### Information
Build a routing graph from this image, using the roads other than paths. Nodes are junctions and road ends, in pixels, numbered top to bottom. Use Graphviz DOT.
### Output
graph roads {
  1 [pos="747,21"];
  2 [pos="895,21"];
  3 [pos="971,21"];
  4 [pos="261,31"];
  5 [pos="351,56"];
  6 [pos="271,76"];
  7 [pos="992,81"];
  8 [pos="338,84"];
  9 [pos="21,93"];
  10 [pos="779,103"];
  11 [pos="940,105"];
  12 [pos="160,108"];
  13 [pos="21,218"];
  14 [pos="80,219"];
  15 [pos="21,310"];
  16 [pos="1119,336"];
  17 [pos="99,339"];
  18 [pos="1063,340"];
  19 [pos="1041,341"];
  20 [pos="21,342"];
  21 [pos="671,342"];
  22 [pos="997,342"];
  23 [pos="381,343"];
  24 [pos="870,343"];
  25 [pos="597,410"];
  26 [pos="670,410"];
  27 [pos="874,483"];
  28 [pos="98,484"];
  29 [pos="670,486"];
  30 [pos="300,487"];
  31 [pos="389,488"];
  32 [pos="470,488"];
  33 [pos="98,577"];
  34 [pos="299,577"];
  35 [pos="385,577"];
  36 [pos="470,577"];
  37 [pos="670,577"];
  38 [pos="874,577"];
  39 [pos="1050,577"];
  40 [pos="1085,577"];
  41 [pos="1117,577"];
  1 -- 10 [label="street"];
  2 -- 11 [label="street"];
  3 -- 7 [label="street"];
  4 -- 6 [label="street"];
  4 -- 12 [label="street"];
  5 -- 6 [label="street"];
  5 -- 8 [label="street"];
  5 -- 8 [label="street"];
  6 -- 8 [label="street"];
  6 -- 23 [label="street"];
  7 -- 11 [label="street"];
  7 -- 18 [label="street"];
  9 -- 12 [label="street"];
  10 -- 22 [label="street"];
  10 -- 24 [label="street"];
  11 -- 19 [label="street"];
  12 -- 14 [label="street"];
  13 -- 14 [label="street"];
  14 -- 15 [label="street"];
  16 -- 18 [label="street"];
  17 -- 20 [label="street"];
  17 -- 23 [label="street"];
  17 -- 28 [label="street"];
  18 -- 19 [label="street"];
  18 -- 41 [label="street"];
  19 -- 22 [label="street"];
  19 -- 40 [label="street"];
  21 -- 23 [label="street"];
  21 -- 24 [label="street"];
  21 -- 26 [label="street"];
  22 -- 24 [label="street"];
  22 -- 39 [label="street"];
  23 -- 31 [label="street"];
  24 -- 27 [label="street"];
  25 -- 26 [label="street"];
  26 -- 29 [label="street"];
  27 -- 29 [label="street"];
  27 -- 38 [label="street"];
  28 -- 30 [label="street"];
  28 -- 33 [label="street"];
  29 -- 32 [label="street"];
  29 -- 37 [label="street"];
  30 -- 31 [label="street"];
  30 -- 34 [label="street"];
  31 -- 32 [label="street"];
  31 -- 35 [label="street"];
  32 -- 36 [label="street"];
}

### Exercise description
Copy all lines from the entries that contain the word "graph".

### Written response
Build a routing graph from this image, using the roads other than paths. Nodes are junctions and road ends, in pixels, numbered top to bottom. Use Graphviz DOT.
graph roads {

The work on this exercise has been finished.